Epá, 16ºC parece-me muito quente para essas bandas!
Por cá a primavera também se vai instalando. 

A fotografia é invejável!
Muito Boa!


----------



## Gilmet (24 Fev 2008 às 20:56)

gllm disse:


>



Grande foto! Muito bonita...
O calor também já anda por esses lados...


----------



## chechu (25 Fev 2008 às 00:31)

Très belle photo en effet ! On ne peut pas dire que l'hiver en Europe occidentale ai été rude...


----------



## gllm (2 Mar 2008 às 16:53)

Salut à tous,

Encore une journée trés douce!! la plus douce depuis novembre 2007 !

Tn 5.3°c
Tx 19.1°c

La semaine prochaine la neige est de retour sur les alpes  et jusqu'a trés basse altitude (vallées et plaines). Je ne serais malheureusement pas dans les alpes la semaine prochaine mais je chargerais mon épouse de prendre des photos !! 

Quelques photos d'aujourd'hui

Ce matin vers 12h vue sur le mont-blanc depuis les hauteurs de passy (1000m)

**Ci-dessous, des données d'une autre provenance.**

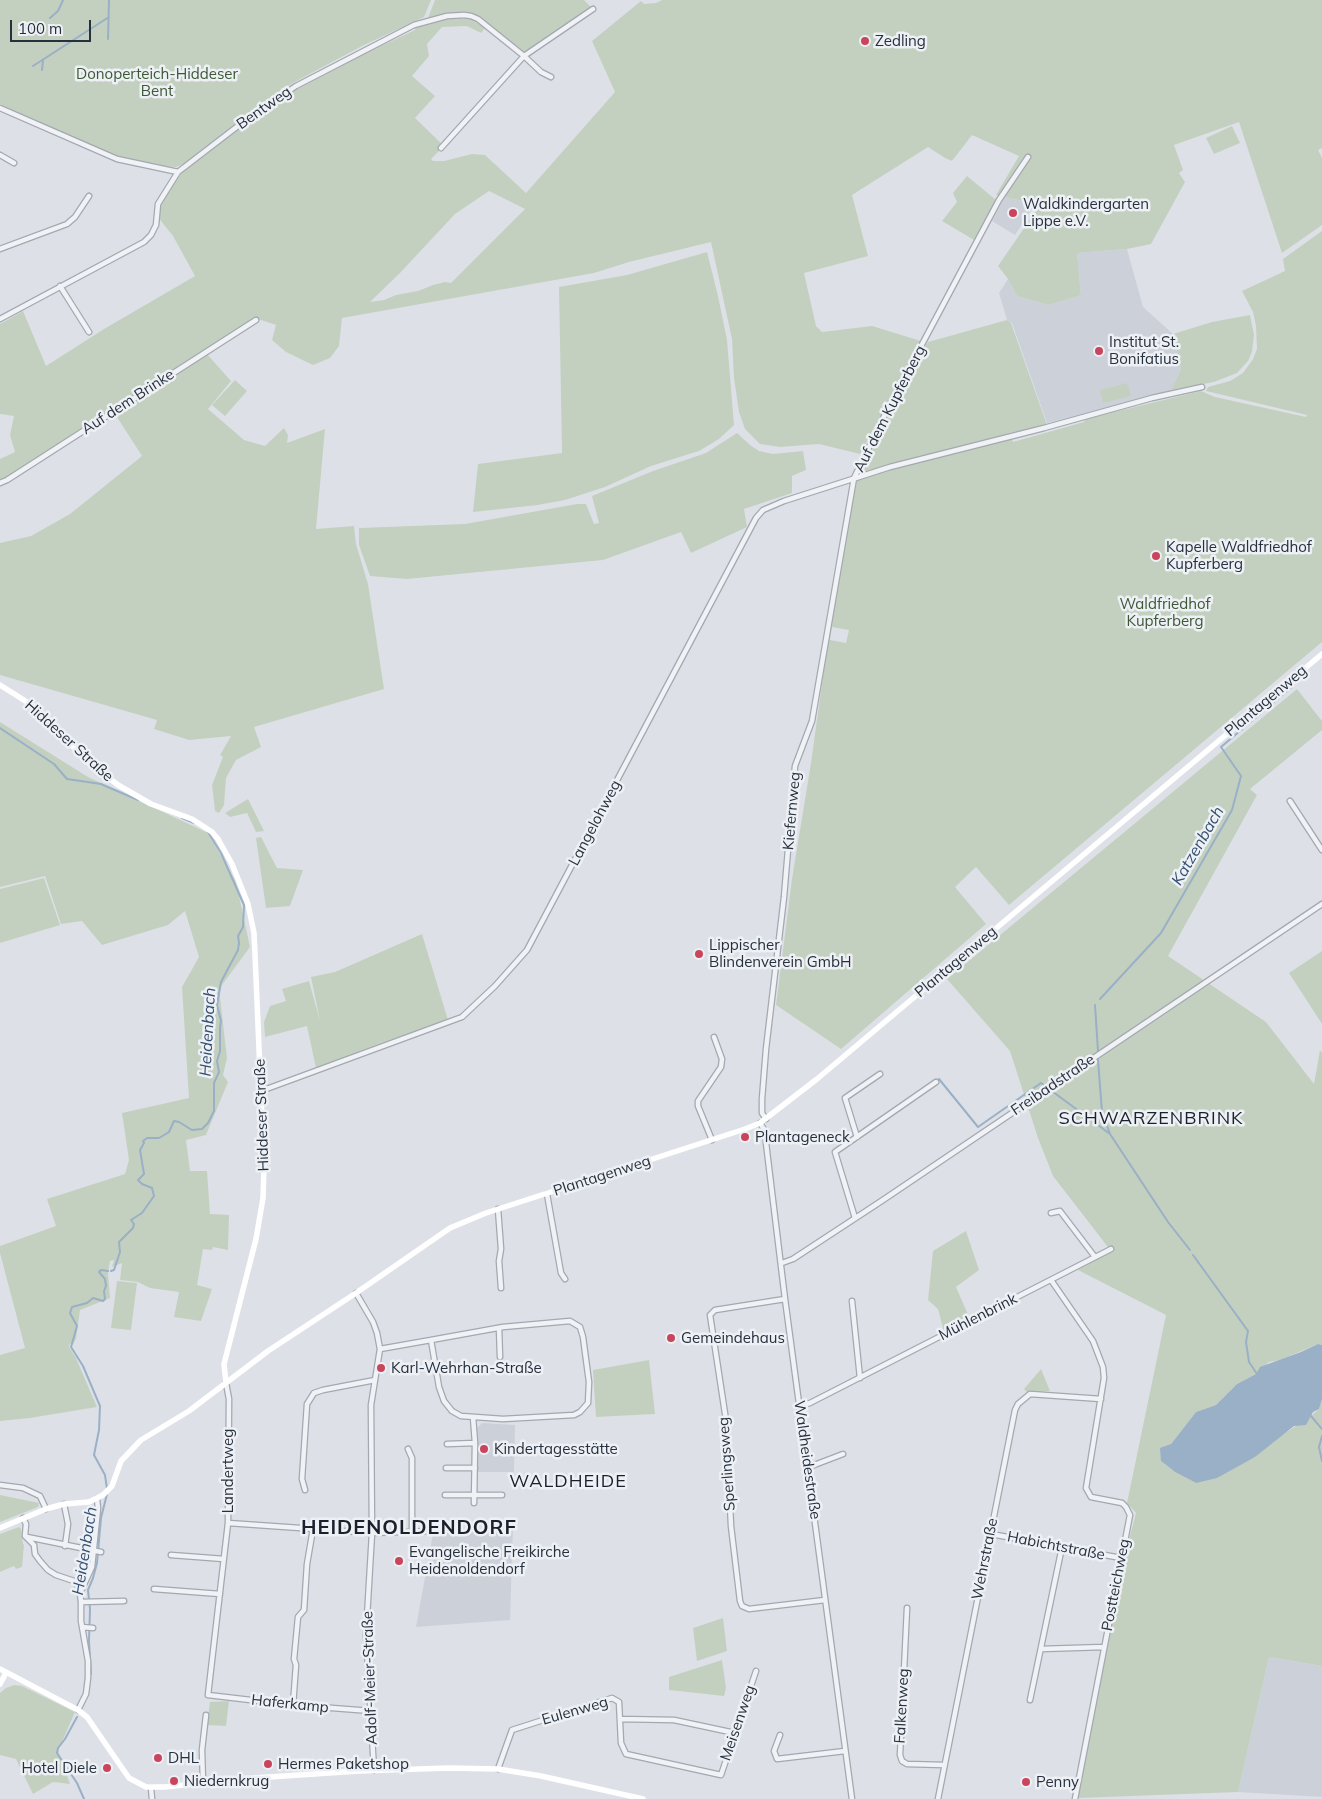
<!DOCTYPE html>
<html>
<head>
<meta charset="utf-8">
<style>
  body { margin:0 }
  #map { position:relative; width:1322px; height:1799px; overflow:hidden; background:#dde1e7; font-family:Mulish,sans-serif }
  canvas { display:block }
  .scale { position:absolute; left:10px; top:20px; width:81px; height:22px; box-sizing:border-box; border:2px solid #27303d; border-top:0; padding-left:6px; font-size:15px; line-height:18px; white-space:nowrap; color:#27303d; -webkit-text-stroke:4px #edf0f4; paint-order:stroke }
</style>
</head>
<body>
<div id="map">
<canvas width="1322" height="1799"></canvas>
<div class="scale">100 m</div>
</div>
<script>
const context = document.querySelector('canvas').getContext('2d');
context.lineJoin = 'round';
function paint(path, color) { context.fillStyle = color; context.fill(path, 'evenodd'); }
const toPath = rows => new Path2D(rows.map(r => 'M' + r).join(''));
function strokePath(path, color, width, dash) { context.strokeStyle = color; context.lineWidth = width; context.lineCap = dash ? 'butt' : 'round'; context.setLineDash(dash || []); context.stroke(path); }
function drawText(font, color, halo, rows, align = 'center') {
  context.font = font + ' Mulish,sans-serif'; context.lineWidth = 5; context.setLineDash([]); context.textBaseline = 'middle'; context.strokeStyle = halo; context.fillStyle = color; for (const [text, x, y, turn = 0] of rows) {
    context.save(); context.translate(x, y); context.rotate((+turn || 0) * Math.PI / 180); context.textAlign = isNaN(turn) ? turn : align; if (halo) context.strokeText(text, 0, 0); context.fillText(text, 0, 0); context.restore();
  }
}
paint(toPath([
  [1005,197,1035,204,1015,235,992,221],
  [1127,249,1143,307,1173,334,1181,369,1171,390,1180,389,1047,423,1012,323,1007,320,999,293,1008,279,1017,296,1049,305,1081,295,1077,253],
  [482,1423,515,1425,514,1472,476,1472,476,1429],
  [513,1527,510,1620,416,1627,433,1534],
  [1269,1657,1322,1666,1322,1797,1238,1792]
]), '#ccd0d9');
paint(toPath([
  [0,0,431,0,424,17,362,46,291,84,254,110,188,162,176,167,151,166,117,157,0,104],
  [435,0,584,0,593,9,535,52,525,54,479,17,472,14,446,14,428,18],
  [662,0,1322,0,1322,148,1318,150,1322,158,1322,225,1282,253,1239,122,1174,145,1183,170,1179,173,1185,182,1151,244,1127,249,1077,253,1081,295,1049,305,1017,296,1008,279,998,266,1040,205,996,195,1019,156,972,135,952,161,945,158,928,147,852,195,868,256,804,273,816,326,822,332,872,326,921,341,860,454,819,444,780,447,760,444,745,429,739,412,734,378,732,339,711,242,629,262,594,273,342,318,339,346,330,358,313,365,286,352,272,340,276,325,255,318,92,421,9,477,0,480,0,459,15,452,10,435,14,416,0,414,0,324,23,311,46,366,104,329,195,276,173,236,157,216,163,201,174,182,183,172,242,126,298,89,368,52,415,30,416,26,448,18,471,19,485,28,481,33,467,26,442,27,427,44,429,56,412,76,435,96,415,118,444,146,431,159,433,161,444,161,472,154,485,155,526,193,615,92,592,41,641,1,644,4,656,3],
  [489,191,525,209,451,283,445,282,433,285,418,291,396,295,384,300,370,302,400,273,455,214],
  [1232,126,1240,143,1214,154,1206,138],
  [967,176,996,200,974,240,942,221,957,202,953,193],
  [1322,231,1322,642,1009,905,976,867,955,887,986,924,841,1049,776,1005,792,879,811,763,835,590,859,471,919,356,928,342,1007,320,1011,323,1047,425,1009,433,1013,442,1084,422,1085,419,1201,391,1215,397,1306,417,1307,415,1206,391,1208,387,1230,381,1243,373,1253,359,1257,349,1256,326,1253,312,1242,291,1285,271,1283,259],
  [832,627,849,630,846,643,830,640],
  [707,252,718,296,727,340,734,425,719,439,699,451,651,466,605,487,565,500,538,505,473,512,478,464,562,453,559,287,627,275],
  [1250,315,1254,335,1252,352,1248,361,1237,373,1214,382,1171,390,1181,369,1173,334,1212,322],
  [207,354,231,381,208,409,244,440,265,446,284,428,288,435,287,443,325,429,316,529,354,526,356,544,368,584,384,689,254,727,261,747,236,760,226,778,224,805,219,813,215,811,212,785,223,757,220,755,231,736,189,740,154,729,157,720,0,675,0,543,31,536,70,514,142,456,115,414],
  [235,380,247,391,225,416,212,405],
  [1127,383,1131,396,1103,403,1100,390],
  [737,433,750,445,759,451,773,454,803,451,806,470,792,476,792,493,744,509,747,527,691,553,681,532,603,560,407,579,370,576,359,545,359,528,465,524,577,504,586,504,594,524,599,523,592,496,653,471,706,453],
  [1297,689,1322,721,1322,730,1250,789,1257,795,1168,956,1266,1022,1314,1084,1320,1050,1322,1053,1322,1345,1318,1344,1280,1360,1269,1362,1256,1374,1237,1384,1216,1405,1196,1412,1171,1444,1161,1461,1175,1472,1196,1483,1255,1457,1273,1441,1311,1416,1319,1409,1322,1399,1322,1666,1269,1657,1238,1792,1078,1798,1127,1547,1136,1513,1127,1503,1166,1315,1078,1270,1111,1251,1053,1176,1038,1138,1010,1051,947,979],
  [0,722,88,777,208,833,236,882,250,947,219,989,227,1058,223,1075,228,1082,206,1135,186,1140,190,1171,207,1171,210,1214,229,1215,228,1250,213,1247,212,1250,203,1249,197,1285,212,1289,201,1321,174,1317,179,1292,150,1288,138,1282,120,1280,122,1263,112,1267,114,1260,110,1261,108,1273,110,1298,80,1310,76,1339,72,1346,70,1343,69,1347,76,1358,97,1407,30,1418,0,1421,0,1355,25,1348,0,1253,0,1246,56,1226,47,1199,125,1174,129,1160,122,1113,189,1098,182,987,199,957,185,911,168,925,102,945,82,921,61,924,45,876,0,887],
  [248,799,264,831,256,832,247,813,230,817,225,813],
  [261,837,277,868,303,870,290,906,266,908,256,838],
  [44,878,60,925,0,943,0,889],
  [422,934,448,1020,378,1044,316,1068,307,1026,265,1037,264,1022,270,1006,286,1001,282,989,309,981,320,1021,311,977,335,972],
  [1322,951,1322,1024,1289,973],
  [966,1231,979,1270,956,1287,970,1319,944,1332,938,1309,928,1300,933,1251],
  [117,1281,137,1283,131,1330,111,1328],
  [649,1360,655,1414,596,1417,593,1370],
  [1041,1369,1050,1391,1027,1392,1024,1389],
  [0,1495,39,1503,38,1507,0,1522],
  [19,1527,21,1529,23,1544,24,1545,22,1567,16,1569,14,1566,0,1572,0,1534],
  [723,1618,727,1651,697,1661,693,1628],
  [722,1660,726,1688,724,1696,669,1690,669,1677],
  [14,1685,22,1686,75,1712,58,1751,70,1784,53,1782,33,1794,16,1759,0,1755,0,1693,6,1688],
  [229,1701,226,1726,207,1725,210,1702]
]), '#c4d0bf');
paint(toPath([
  [1318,1344,1322,1345,1322,1399,1319,1409,1313,1412,1306,1425,1294,1426,1255,1457,1217,1478,1196,1483,1175,1472,1161,1461,1160,1448,1171,1444,1196,1412,1216,1405,1237,1384,1256,1374,1260,1367,1301,1352]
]), '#99b0c6');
strokePath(toPath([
  [50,18,58,11,63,0],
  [108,39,109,0],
  [33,66,109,17],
  [42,70,43,60],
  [0,728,54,764,67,779,101,784,138,800],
  [182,818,194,823],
  [1100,999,1161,933,1232,810,1241,776,1221,747,1293,686],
  [1095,1005,1098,1051],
  [1098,1060,1102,1112,1110,1134,1168,1222,1190,1250],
  [939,1079,978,1127,1041,1083,1110,1134],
  [1193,1255,1248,1331,1246,1342,1249,1362,1257,1374],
  [111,1271,114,1270,120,1252,119,1242,133,1228,134,1224,131,1220,142,1213,154,1196,152,1188,142,1184,138,1180,144,1174,140,1150,144,1143,143,1141,147,1138,159,1138,169,1132,174,1121,179,1122,192,1130,202,1129,208,1123,214,1111,214,1083,219,1072,217,1061,220,1051,220,1027,221,1021,217,1005,221,982,238,950,239,943,238,936,243,927,244,905,221,853,208,832],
  [1311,1416,1322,1429],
  [1322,1436,1319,1447,1322,1461],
  [107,1489,105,1475,94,1455,99,1430,100,1406,83,1366,71,1347,77,1326,70,1313,72,1307,87,1303,93,1298,103,1301,105,1299,104,1291,106,1286,105,1279,99,1272,101,1270,108,1271],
  [91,1674,89,1641,90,1609,88,1590,93,1578,97,1563,101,1518,107,1494],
  [77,1717,65,1739,58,1748,57,1753,77,1783,84,1799]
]), '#99b0c6', 2);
const street = toPath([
  [0,108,117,159,178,172],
  [441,148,524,56,593,9],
  [0,155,14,163],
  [0,249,67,224,75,217,89,196],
  [60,286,89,332],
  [0,319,144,242,151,235,156,225,158,204,178,172,247,119,296,86,414,25,447,16,464,15,471,16,478,19,524,56,541,72,551,77],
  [0,483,7,480,256,320],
  [1290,801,1322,850],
  [261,1091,462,1017,495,986,527,950,756,518,763,510,784,501,890,467,1044,428,1152,398,1202,387],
  [766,1119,762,1113,762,1099,766,1049,784,897,795,766,812,721,854,478,888,408,999,200,1028,157],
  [760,1123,765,1131,766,1143,785,1299,852,1799],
  [857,1137,845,1098,880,1074],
  [712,1140,698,1106,698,1101,721,1067,722,1059,714,1037],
  [547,1194,561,1273,565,1279],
  [498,1209,501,1249,499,1261,501,1288],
  [1051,1213,1060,1211,1095,1257],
  [855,1218,835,1152,936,1082],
  [782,1263,793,1259,883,1200,1322,904],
  [1051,1280,1093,1341,1103,1367,1104,1378,1086,1488,1091,1497,1122,1503,1126,1507,1130,1515,1075,1799],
  [356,1293,373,1322,377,1333,380,1349,371,1405,372,1533,366,1634,374,1770],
  [785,1299,715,1310,710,1315,726,1420,731,1526,740,1601,742,1606,749,1609,825,1600],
  [852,1301,860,1378],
  [499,1328,500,1357],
  [380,1349,431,1340,439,1387,444,1401,452,1411,461,1416,503,1419,574,1415,580,1412,588,1403,589,1382,583,1337,580,1327,570,1321,503,1327,431,1340],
  [226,1383,229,1399,228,1523,208,1695,293,1705,371,1711],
  [800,1406,810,1403,1111,1249],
  [473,1417,475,1443,474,1503],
  [447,1444,475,1443],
  [408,1449,412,1458,412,1531],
  [809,1467,843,1454],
  [446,1468,475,1468],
  [0,1485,23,1488,40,1496,46,1509],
  [305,1490,302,1479,307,1404,314,1393,323,1390,375,1380],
  [445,1495,502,1495],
  [64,1504,68,1524,65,1546],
  [23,1518,26,1524,25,1536,34,1545,35,1554,40,1561,48,1570,56,1575,74,1581,81,1590],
  [228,1523,372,1533,431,1531],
  [991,1534,1121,1558],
  [27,1537,101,1552],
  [171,1555,224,1559],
  [154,1589,220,1594],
  [81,1602,124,1601],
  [907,1608,900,1755,902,1761,907,1764,944,1765],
  [82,1627,93,1628],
  [1041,1649,1104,1647],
  [1030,1700,1062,1547],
  [293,1705,296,1665,294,1659,298,1617,304,1610,307,1564,313,1529],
  [78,1710,86,1694,88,1678,88,1661,81,1621,81,1602,80,1593,92,1567,98,1508,97,1499],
  [620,1719,674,1720,735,1733],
  [780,1735,774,1751,777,1759,845,1751],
  [498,1769,512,1730,612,1698,619,1702,621,1743,626,1754,721,1775,756,1671],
  [203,1782,202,1750,206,1715],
  [151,1788,152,1799],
  [938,1799,1015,1410,1018,1404,1030,1394,1101,1399]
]);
strokePath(street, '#a3a8b1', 7);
strokePath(street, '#f0f2f5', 4.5);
strokePath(toPath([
  [0,685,35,707,47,718,85,760,118,785,151,804,192,819,212,832,218,839,232,864,248,904,254,933,255,954,264,1166,263,1198,256,1239,224,1364,226,1383],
  [0,1528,46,1509,64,1504,89,1502,103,1495,112,1486,121,1461,141,1440,189,1411,268,1351,356,1293,450,1228,486,1213,745,1129,760,1123,817,1079,1322,654],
  [0,1669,78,1710,87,1717,129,1778,146,1787,165,1787,239,1779,359,1771,449,1768,498,1769,541,1776,643,1799],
  [0,1684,6,1673]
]), '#fff', 5.5);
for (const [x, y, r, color] of [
  [865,41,5,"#c9455c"],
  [1013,213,5,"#c9455c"],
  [1099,351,5,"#c9455c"],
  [1156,556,5,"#c9455c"],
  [699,954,5,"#c9455c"],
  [745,1137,5,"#c9455c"],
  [671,1338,5,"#c9455c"],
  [381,1368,5,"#c9455c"],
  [484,1449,5,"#c9455c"],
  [399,1561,5,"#c9455c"],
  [158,1758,5,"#c9455c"],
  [268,1764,5,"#c9455c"],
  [107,1768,5,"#c9455c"],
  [174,1781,5,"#c9455c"],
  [1026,1782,5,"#c9455c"]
]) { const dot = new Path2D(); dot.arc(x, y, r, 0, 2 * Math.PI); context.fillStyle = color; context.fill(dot); strokePath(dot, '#edf0f4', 2); }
drawText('15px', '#27303d', '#edf0f4', [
  ["Zedling",875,41],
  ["Waldkindergarten",1023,204],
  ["Lippe e.V.",1023,221],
  ["Institut St.",1109,342],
  ["Bonifatius",1109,359],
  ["Kapelle Waldfriedhof",1166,547],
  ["Kupferberg",1166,564],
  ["Lippischer",709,945],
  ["Blindenverein GmbH",709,962],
  ["Plantageneck",755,1137],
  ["Gemeindehaus",681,1338],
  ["Karl-Wehrhan-Straße",391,1368],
  ["Kindertagesstätte",494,1449],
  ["Evangelische Freikirche",409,1552],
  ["Heidenoldendorf",409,1569],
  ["DHL",168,1758],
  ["Hermes Paketshop",278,1764],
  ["Hotel Diele",97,1768,"right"],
  ["Niedernkrug",184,1781],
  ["Penny",1036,1782]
], 'left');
drawText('15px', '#3c5835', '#edf0f4', [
  ["Donoperteich-Hiddeser",157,74],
  ["Bent",157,91],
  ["Waldfriedhof",1165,604],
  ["Kupferberg",1165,621]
]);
drawText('15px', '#27303d', '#edf0f4', [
  ["Bentweg",264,108,-35],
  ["Auf dem Brinke",128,402,-33],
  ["Auf dem Kupferberg",890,409,-63],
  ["Plantagenweg",1266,701,-40],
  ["Hiddeser Straße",69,741,42],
  ["Kiefernweg",792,811,-85],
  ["Langelohweg",595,823,-62],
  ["Plantagenweg",956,962,-40],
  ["Freibadstraße",1053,1085,-34],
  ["Hiddeser Straße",262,1115,-92],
  ["Plantagenweg",602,1176,-18],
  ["Mühlenbrink",978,1317,-27],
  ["Waldheidestraße",807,1460,82],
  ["Sperlingsweg",727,1464,-94],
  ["Landertweg",228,1471,-90],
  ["Habichtstraße",1056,1546,11],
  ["Wehrstraße",985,1559,-79],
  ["Postteichweg",1116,1585,-79],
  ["Adolf-Meier-Straße",370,1678,-92],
  ["Haferkamp",290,1704,6],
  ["Falkenweg",902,1706,-87],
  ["Eulenweg",575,1711,-16],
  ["Meisenweg",738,1723,-71]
]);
drawText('italic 16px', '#334f6f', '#edf0f4', [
  ["Katzenbach",1198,846,-60],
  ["Heidenbach",208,1032,-87],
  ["Heidenbach",85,1551,-81]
]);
context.letterSpacing = '1px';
drawText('18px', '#1a212d', '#edf0f4', [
  ["SCHWARZENBRINK",1151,1119],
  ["WALDHEIDE",568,1482]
]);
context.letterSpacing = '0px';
context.letterSpacing = '1px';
drawText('bold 20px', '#1a212d', '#edf0f4', [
  ["HEIDENOLDENDORF",409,1528]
]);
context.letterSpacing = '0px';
</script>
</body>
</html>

Ensuite une petite ballade vers la station de ski de flaine ou il y a encore beaucoup de neige car le bas de la station reste à une altitude asser elevée (1600 métres)











A jeudi prochain, pour des infos trés fraiche de l'espere


----------



## Minho (2 Mar 2008 às 17:06)

Ficamos à espera dessas fotos então


----------



## Gerofil (4 Mar 2008 às 17:41)

*Alertes oranges: vents violents en vallée du Rhône, neige en Corse*

Météo France a lancé mardi après-midi une alerte orange pour des vents exceptionnellement violents en vallée du Rhône et de la neige sur les reliefs de la Corse à compter de mardi soir.
L’alerte au vent —du type épisodes se produisant en moyenne une fois tous les un à deux ans— concerne cinq départements : Ardèche, Bouches-du-Rhône, Drôme, Gard et Vaucluse. A partir de 21H00, le mistral va se renforcer et dépasser les 100 km/h, a indiqué Météo France dans son bulletin. C’est entre 3H00 et 12H00 que les valeurs les plus fortes en rafales seront observées : voisines de 110 km/h sur Drôme et Ardèche, entre 110 et 130 km/h sur la basse vallée du Rhône. Des vents forts souffleront également sur le Roussillon et sur le littoral du Var et de la Côte d’azur (entre 100 et 110 km/h en rafales maximum). En Corse, l’épisode neigeux —du type de ceux se produisant plusieurs fois par an— démarrera en milieu de nuit sur le relief. Les quantités attendues entre mercredi 6H00 et jeudi 6H00 sont de 20 à 40 cm au dessus de 1.000 mètres. En dessous de 400 m, des flocons seront observés mais la neige ne tiendra pas au sol.

France Info


----------



## gllm (8 Mar 2008 às 12:59)

Salut à tous.


Finalement il n'y a pas eu de neige à Passy tout juste quelques flocons mardi matin.
Je me situe dans une vallée intérieure et les faibles perturbations s'éssoufflent avant de nous atteindre. c'est ce qu'il c'est passé pour mardi, dommage.Le massif central a recu un peu plus de neige mais pas grand chose.
En corse il y avait 15/20 cm de neige à 500 métres d'altitude!!! pas mal.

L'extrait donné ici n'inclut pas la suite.